The research’s results demonstrate that this notion already exists in the market. Take the case of Receptive, where sales acts like an extension of customer success and advises prospects in case there is not a fit. Following the same mindset, Close holds sales accountable for evaluating a prospect use case and, if they are after a different subset of features, advises accordingly. It’s one of the organization’s core values to be against selling the product just for the sake of the sale itself.
Step 3: Make sales part of the onboarding process
The third characteristic of a product-led sales team is that it breaks the shackles of product demos and is actively implicated within the onboarding process. Under that spectrum, the business offers a standard trial or freemium and sales is only involved when strategic guidance is applicable.
There are several advantages that come along with including sales in your customer’s onboarding process:
Accelerated onboarding. Onboarding is accelerated and customers realize initial value early in the customer lifecycle.
Eliminate airtime. When sales onboarding includes delivery of targeted data-driven engagements, airtime conversation for product capabilities is eliminated and both parties focus more on fit.
Insightful customer data. The sales organization offers a useful string of (product) data to customer success which further streamlines its part in the onboarding by:
Suggesting additional professional services programs and being able to explain the reason why.
Being aware of the strategic insights they should focus on before syncing with buyers.
By relying on usage behavior, sales identifies PQLs and compares engagement levels with the expected ROI results.
Passing feedback to product management.
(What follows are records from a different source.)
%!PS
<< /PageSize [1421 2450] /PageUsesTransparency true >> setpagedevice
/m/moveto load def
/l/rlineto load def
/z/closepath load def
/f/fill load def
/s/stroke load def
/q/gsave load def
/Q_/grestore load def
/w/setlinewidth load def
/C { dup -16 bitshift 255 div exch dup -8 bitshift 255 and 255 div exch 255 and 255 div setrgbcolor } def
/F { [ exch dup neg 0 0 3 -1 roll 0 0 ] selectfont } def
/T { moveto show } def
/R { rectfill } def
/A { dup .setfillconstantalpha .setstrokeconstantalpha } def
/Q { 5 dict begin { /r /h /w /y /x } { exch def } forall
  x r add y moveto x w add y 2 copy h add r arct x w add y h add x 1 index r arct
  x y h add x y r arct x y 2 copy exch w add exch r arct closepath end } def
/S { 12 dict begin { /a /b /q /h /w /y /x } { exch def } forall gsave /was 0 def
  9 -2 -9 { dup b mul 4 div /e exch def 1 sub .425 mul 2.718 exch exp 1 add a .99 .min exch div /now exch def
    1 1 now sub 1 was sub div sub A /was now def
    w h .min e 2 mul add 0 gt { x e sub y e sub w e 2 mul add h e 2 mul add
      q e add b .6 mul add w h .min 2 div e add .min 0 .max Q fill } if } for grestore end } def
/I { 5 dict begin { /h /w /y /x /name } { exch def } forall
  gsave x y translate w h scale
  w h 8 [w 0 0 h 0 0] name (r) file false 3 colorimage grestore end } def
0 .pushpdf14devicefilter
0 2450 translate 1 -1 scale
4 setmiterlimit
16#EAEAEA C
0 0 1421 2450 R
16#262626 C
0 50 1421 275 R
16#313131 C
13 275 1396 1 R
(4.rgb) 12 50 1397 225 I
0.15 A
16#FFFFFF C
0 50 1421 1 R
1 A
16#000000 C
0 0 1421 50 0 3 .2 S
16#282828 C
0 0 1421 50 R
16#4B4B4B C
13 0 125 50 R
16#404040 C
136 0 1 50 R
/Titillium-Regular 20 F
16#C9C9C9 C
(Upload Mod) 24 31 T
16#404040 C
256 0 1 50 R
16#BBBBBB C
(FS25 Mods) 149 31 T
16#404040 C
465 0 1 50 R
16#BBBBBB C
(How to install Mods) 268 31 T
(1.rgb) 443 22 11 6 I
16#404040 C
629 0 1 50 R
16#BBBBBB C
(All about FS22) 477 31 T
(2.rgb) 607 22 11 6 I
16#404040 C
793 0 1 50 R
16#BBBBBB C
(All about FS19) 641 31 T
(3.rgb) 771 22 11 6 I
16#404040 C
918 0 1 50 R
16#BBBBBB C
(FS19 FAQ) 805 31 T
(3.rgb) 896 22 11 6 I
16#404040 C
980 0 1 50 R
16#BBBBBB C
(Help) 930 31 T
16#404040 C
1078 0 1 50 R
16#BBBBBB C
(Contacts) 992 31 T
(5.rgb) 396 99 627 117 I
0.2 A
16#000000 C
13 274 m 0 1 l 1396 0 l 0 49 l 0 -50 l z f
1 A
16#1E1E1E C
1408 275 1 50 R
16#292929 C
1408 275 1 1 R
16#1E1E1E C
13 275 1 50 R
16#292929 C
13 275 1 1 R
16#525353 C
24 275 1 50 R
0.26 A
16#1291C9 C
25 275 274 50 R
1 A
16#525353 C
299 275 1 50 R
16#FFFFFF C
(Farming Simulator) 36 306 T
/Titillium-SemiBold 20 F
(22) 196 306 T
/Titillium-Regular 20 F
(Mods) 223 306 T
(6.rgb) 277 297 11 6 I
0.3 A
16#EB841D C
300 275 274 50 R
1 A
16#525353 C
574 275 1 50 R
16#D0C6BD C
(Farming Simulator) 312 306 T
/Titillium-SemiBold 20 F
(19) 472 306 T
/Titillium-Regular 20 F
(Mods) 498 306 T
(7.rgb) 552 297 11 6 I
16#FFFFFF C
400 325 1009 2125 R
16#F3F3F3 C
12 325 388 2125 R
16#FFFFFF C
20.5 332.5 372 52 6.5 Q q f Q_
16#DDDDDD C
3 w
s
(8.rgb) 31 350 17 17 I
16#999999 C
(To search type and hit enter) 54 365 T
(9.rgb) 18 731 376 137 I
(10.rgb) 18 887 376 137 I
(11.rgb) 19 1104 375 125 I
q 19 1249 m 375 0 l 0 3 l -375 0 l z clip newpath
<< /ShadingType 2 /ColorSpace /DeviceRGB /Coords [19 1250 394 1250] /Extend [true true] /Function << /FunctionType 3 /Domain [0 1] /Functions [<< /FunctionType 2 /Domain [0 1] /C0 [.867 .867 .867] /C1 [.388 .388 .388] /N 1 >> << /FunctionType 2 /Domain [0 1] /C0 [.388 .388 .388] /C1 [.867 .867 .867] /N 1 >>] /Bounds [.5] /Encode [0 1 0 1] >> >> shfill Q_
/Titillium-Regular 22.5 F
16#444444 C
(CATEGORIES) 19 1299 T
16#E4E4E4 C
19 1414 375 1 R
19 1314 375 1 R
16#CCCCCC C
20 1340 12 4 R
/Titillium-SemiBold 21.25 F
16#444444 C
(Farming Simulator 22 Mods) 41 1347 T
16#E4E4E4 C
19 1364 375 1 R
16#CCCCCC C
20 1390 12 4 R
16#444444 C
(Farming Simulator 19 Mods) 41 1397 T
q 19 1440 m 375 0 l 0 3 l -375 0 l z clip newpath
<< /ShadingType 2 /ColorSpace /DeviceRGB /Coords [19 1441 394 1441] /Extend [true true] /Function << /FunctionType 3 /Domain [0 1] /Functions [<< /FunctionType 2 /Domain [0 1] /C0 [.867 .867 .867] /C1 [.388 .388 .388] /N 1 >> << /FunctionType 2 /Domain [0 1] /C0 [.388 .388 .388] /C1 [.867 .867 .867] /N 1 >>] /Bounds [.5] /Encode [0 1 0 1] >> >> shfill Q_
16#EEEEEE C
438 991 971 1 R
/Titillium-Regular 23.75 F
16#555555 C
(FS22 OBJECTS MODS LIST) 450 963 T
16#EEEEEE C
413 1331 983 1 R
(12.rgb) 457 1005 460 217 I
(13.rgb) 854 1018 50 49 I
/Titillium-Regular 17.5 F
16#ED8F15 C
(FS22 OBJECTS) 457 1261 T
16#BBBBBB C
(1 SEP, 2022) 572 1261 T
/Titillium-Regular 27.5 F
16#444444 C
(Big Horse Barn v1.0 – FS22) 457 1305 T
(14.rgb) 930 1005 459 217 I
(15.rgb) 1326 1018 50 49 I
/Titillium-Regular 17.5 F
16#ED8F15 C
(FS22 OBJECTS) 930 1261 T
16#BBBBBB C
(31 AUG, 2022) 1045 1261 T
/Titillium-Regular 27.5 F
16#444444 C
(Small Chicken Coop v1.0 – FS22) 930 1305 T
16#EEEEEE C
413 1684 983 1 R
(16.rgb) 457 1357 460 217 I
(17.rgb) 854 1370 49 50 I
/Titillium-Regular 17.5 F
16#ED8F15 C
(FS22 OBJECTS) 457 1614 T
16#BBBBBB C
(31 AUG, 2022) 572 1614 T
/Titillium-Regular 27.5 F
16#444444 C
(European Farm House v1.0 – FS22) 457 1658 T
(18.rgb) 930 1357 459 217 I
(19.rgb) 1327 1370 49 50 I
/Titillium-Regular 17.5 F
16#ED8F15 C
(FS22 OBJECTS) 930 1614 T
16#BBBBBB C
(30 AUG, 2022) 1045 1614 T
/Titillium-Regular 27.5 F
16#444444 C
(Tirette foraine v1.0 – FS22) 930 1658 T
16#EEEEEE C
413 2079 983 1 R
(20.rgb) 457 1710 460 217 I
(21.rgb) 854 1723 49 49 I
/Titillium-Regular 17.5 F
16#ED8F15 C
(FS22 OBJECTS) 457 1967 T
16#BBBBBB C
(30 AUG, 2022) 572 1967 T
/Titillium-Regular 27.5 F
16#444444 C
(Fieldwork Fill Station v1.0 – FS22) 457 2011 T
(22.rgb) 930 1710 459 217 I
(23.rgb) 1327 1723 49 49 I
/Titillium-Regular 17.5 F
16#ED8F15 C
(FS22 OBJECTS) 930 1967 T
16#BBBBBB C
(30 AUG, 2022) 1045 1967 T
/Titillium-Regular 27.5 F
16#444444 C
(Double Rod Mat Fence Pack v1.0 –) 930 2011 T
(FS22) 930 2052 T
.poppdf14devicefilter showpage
Sales teams are able to streamline the onboarding process by passing the necessary feedback to product management. If for example, prospects are engaging with key features but the steps to initial value are complex, it won’t be long until customers churn. Sales should find those bottlenecks and establish a feedback loop with product management to optimize onboarding touchpoints.
Product evangelists. The onboarded team(s) can later act later as a product evangelist across the customer’s organization. This helps customer-facing teams deal with the human hurdle, one of the main barriers towards successful adoption, and get the internal buy-in sooner.
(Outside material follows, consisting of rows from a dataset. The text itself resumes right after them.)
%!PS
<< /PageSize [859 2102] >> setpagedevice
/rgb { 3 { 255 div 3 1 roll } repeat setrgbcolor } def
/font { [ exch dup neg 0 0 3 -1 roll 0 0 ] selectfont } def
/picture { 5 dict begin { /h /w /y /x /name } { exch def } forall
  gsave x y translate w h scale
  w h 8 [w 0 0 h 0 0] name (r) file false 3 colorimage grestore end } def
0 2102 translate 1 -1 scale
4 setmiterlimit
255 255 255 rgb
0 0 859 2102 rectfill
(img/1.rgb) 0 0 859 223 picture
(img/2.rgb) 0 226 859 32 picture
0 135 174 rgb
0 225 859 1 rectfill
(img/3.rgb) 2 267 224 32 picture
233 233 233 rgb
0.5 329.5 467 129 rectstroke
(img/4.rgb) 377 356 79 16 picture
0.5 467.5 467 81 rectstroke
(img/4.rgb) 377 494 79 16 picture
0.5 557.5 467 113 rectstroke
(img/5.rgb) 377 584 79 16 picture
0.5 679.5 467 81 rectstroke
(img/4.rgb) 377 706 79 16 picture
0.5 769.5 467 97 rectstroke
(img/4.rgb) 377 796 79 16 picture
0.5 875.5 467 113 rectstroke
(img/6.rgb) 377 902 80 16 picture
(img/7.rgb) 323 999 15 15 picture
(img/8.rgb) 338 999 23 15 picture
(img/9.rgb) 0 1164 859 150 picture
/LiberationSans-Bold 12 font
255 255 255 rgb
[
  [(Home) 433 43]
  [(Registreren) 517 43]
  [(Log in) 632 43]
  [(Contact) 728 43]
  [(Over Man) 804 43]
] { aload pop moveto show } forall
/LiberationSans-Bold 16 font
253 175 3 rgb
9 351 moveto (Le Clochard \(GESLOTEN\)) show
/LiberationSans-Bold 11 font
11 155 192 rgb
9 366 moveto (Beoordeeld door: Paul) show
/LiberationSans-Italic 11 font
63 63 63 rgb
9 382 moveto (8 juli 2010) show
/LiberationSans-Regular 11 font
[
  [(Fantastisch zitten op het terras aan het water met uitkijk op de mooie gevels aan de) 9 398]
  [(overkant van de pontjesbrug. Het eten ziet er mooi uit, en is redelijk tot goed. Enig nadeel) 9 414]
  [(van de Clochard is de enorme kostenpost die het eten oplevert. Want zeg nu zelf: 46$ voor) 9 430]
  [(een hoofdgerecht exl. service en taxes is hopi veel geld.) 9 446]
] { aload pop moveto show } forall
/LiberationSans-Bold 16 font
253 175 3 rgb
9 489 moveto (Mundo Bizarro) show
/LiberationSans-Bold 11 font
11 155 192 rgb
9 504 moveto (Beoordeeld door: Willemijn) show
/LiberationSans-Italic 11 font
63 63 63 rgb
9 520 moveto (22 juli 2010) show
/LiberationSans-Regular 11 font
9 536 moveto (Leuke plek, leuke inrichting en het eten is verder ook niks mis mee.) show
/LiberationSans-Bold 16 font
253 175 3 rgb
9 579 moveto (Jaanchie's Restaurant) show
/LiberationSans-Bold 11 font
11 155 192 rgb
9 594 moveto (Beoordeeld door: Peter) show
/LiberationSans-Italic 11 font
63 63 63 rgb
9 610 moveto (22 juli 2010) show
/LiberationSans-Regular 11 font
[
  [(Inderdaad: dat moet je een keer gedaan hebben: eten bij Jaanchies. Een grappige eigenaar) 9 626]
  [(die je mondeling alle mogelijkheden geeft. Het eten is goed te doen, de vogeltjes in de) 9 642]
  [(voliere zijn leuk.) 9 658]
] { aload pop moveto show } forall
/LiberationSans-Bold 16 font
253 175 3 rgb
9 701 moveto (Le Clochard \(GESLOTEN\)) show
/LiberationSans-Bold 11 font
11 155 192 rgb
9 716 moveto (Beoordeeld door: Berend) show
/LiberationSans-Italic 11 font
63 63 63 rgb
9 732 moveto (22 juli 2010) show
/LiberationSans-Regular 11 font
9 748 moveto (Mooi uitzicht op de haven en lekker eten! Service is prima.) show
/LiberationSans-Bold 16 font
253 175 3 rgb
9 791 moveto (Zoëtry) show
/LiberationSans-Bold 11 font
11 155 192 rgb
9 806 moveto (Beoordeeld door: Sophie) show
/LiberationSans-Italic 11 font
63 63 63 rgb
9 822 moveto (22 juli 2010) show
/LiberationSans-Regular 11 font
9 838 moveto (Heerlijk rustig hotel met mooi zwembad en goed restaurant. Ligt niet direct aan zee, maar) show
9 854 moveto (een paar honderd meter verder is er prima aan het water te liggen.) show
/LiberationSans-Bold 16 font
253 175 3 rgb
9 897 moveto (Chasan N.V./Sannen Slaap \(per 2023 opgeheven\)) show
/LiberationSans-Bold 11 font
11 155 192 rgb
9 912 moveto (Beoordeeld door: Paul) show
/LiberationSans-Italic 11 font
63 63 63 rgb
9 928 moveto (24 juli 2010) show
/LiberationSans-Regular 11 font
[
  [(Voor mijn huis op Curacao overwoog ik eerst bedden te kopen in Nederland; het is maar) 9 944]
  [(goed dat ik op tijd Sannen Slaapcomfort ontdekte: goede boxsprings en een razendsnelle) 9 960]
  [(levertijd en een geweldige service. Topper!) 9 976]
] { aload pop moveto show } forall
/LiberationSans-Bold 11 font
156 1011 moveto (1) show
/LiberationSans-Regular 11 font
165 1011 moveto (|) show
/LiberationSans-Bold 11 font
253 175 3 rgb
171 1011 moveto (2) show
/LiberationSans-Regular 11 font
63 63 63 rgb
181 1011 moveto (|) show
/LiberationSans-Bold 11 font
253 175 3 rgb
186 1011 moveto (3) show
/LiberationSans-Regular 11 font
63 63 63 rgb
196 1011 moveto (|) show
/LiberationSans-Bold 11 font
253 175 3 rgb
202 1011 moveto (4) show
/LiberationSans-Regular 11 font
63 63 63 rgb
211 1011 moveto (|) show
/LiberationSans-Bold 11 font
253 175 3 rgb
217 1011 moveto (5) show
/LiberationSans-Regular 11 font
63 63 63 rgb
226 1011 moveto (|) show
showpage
The research uncovered multiple occasions where sales might be involved in the onboarding process.
The popular project management S/W, created an in-house sales methodology that’s based around customer centricity and divides its strategy into two parts: Trial Onboarding run by sales and Post-Sale Onboarding run by customer success. The business created this methodology because, when a buyer signs up, she needs to trust in the product offering before showing it off to team members.
During trial onboarding, sales proactively sends automated drip campaigns and, only if there is a fit, a personalized invitation will be sent to move the process forward. In the Post-Sale Onboarding, customer success concludes the process within the first week post-purchase, to offer onboarding services for the entire team.
The leading digital asset management solution, serving mostly the enterprise sector, offers a trial where the customer can use all the features under the guidance of a sales engineer. The sales organization has a customer-centric approach and helps customers get the most out of the product, in order to embrace adoption sooner than later. At the same time, product management tracks users’ first login by the specific FAQ they clicked on or which tutorials are the most popular to further optimize the educational material.
While in a traditional sales strategy, the sales organization barely scratches the surface of product capabilities. With a product-led strategy, customers realize the initial value early on. Despite the fact that we may not be able to say how much sales’ costs are reduced or to what percent the sales cycle is optimized, it is certain that teaming with customer success on the onboarding process will reduce a lot of friction.
Step 4: Merge the lessons learned
The last step revolves around injecting the lessons learned from a self-serve strategy into a human-assisted sales process. In this instance, sales teams can adopt practices arising from self-serve and experiment with scalable targeted in-app activations, which can accelerate the sales process without compromising customer experience.
The popular email management solution, when dealing with high trajectory, had historically used sales to create and maintain the relationship. The hypothesis was that the product was fitting those customers’ needs and, as long as internal teams could provide a decent service, churn would never prevail. Eventually, customer-facing teams discovered that these customers were not the most profitable and many times didn’t align with a mass market mainstream product. Fast forward to now, where the onboarding team has established an ongoing feedback loop with sales to capitalize on the learnings derived from the trial and insert them into its processes.
Yesware is only a successful use case, further considerations can be:
How sales can lead prospects to initial value faster.
Where scalable practices have higher impact and when the human factor needs to be involved
If we could make a direct comparison between the activations of a traditional and a product-led sales organization we would arrive at the following conclusions:
Sales teams adopt a product-led model by capitalizing on product analytics, owning the reins of early adoption and sharing active feedback in regards to product experience optimization.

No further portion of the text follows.